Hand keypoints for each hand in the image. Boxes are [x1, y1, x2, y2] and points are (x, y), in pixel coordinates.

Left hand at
...
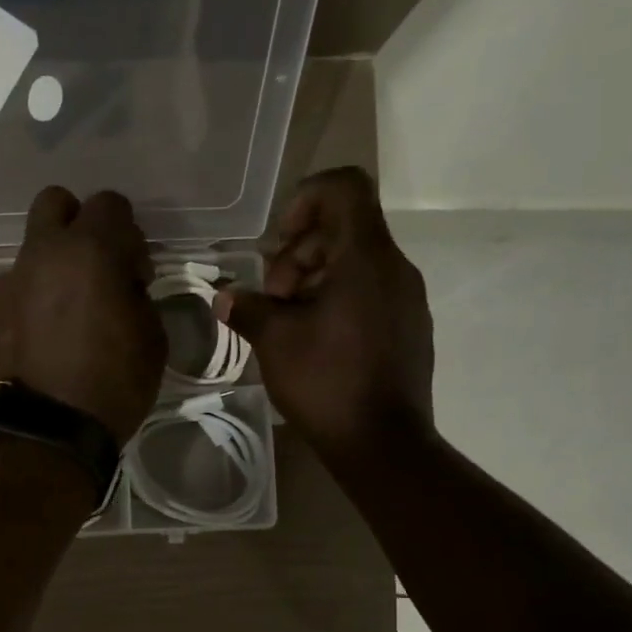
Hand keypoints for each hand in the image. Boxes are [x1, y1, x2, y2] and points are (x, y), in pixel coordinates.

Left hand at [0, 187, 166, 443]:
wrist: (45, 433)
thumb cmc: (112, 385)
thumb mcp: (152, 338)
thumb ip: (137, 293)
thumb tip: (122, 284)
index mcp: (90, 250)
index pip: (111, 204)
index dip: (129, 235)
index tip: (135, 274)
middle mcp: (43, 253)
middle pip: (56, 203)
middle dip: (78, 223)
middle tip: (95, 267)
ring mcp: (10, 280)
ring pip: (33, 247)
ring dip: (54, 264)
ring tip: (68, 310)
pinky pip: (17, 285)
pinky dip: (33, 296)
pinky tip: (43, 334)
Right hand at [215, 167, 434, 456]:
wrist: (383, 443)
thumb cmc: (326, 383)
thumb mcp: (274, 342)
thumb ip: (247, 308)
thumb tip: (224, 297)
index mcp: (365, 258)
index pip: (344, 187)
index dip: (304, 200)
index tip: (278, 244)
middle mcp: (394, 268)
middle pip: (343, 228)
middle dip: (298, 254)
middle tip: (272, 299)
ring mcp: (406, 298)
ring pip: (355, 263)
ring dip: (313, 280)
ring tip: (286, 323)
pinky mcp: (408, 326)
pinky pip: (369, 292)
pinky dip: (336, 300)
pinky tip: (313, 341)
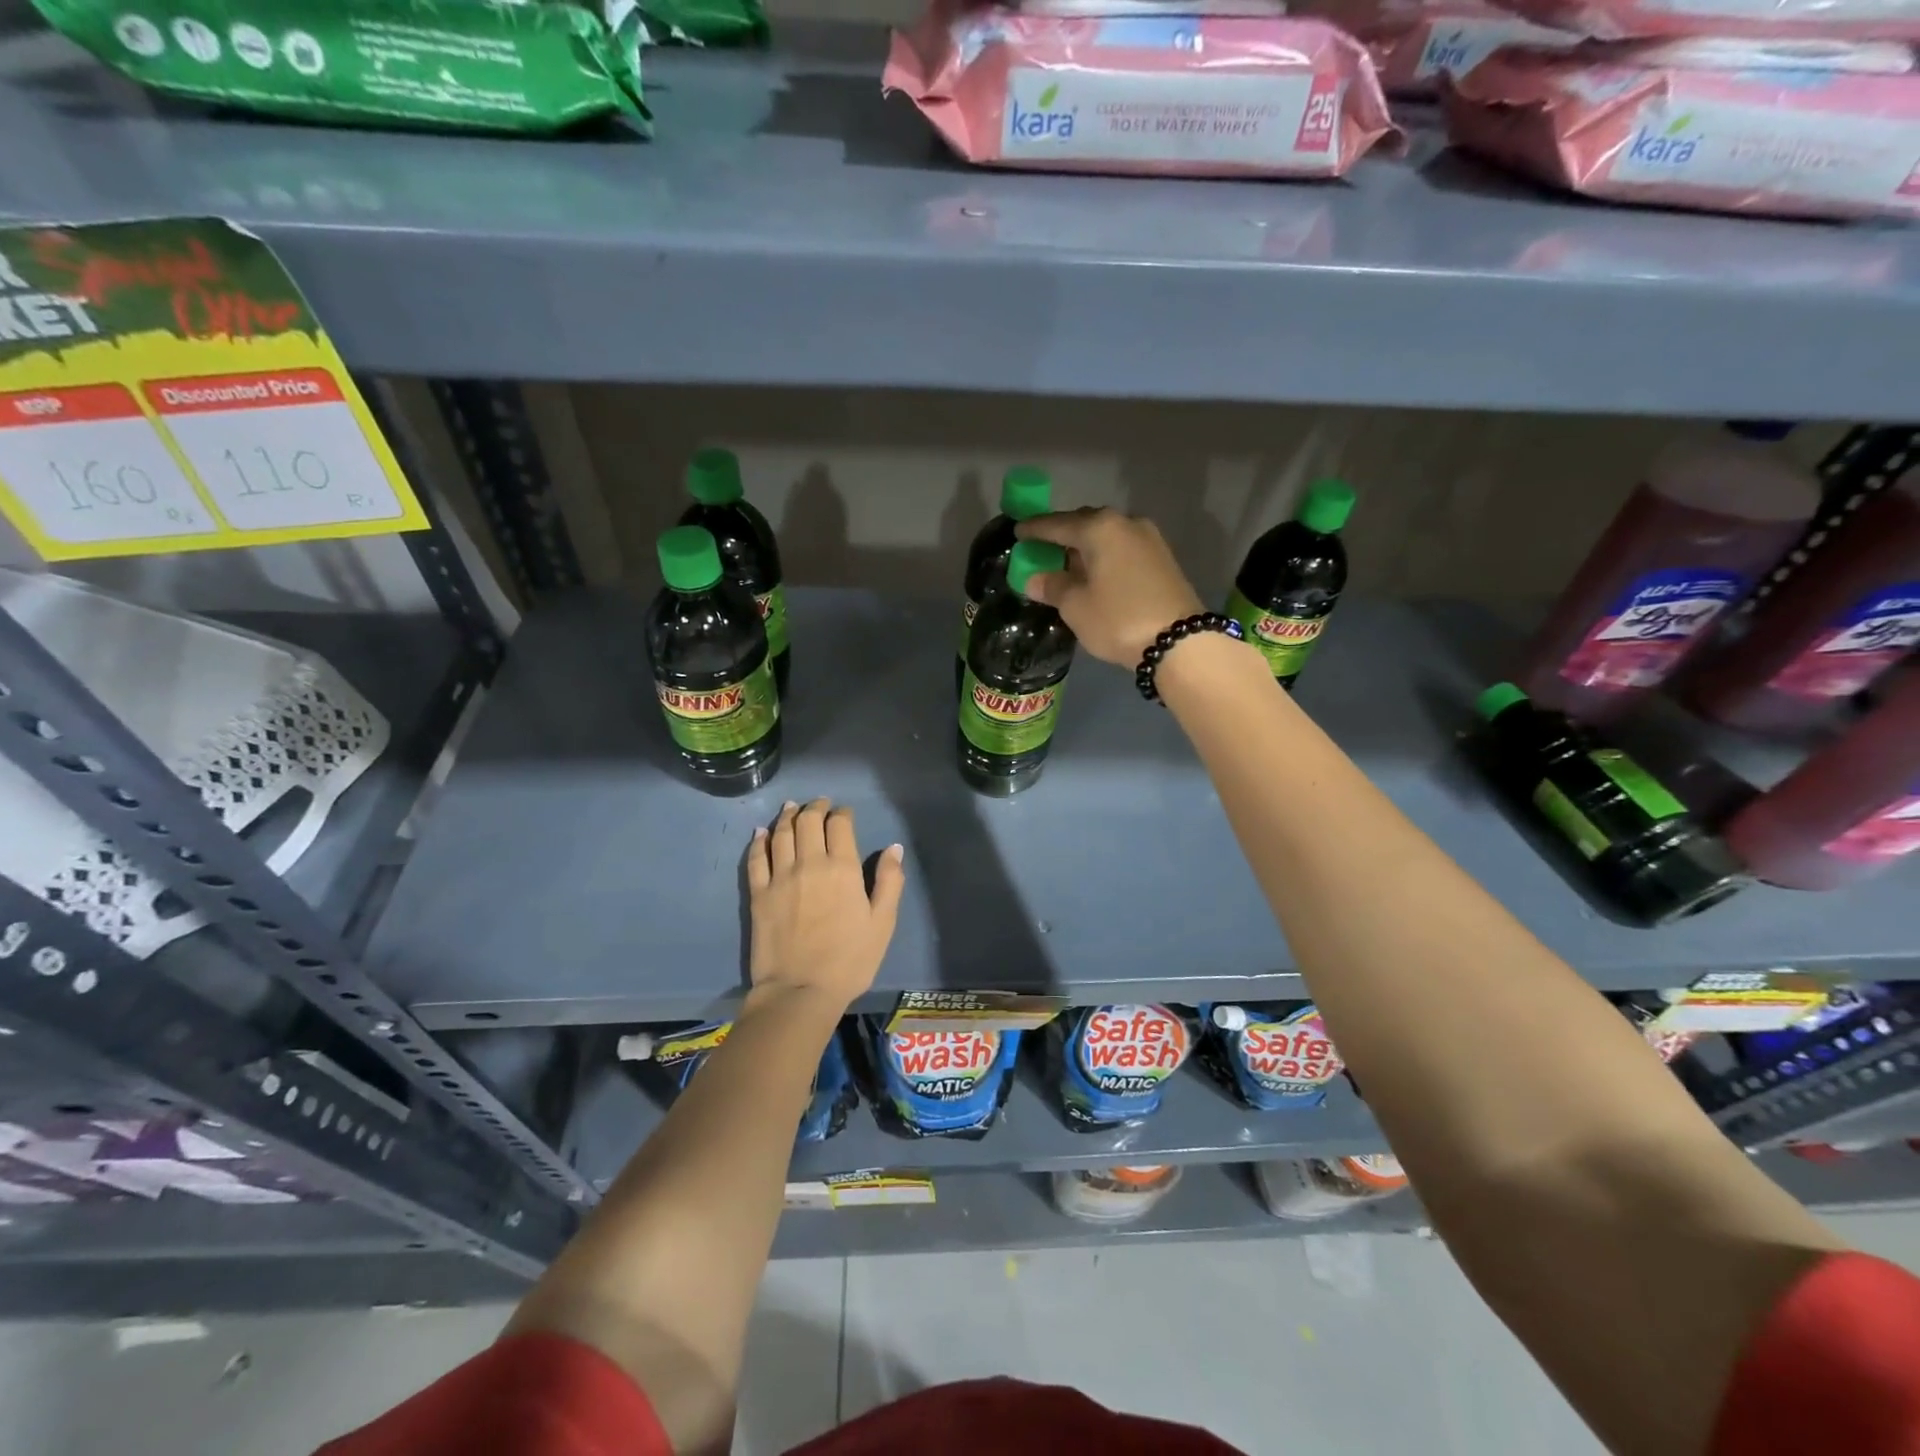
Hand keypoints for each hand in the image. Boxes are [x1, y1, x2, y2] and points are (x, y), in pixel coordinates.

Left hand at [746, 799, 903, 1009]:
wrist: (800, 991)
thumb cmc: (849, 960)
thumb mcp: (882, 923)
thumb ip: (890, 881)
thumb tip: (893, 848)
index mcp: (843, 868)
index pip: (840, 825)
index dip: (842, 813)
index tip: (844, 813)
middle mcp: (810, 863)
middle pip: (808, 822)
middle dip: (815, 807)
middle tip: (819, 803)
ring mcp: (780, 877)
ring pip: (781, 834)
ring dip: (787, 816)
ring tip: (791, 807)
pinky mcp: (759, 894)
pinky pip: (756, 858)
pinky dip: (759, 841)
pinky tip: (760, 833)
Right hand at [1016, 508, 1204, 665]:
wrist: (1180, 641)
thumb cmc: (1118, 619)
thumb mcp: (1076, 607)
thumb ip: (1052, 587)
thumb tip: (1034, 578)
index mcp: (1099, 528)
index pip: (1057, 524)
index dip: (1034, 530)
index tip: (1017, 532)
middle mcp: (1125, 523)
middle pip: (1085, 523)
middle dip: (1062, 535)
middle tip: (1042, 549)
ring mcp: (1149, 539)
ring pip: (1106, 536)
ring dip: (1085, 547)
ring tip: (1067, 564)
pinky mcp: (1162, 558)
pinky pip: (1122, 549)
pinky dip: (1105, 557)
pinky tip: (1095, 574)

• _Exercise aim_
Out of the data above, transcribe exactly and only the lines starting with the line that has "thumb ip: (1052, 587)" and going on through the line that has "pinky tip: (1095, 574)", both included.

• _Exercise output_
thumb ip: (1052, 587)
thumb tip: (1034, 578)
index mcp: (1099, 528)
index pip: (1057, 524)
index dip: (1034, 530)
index tip: (1017, 532)
middle mcp: (1125, 523)
middle pip: (1085, 523)
middle dip: (1062, 535)
middle tip: (1042, 549)
ring mcp: (1149, 539)
ring pip: (1106, 536)
ring dip: (1085, 547)
ring tip: (1067, 564)
pinky mcp: (1162, 558)
pinky pip: (1122, 549)
pinky dip: (1105, 557)
pinky tip: (1095, 574)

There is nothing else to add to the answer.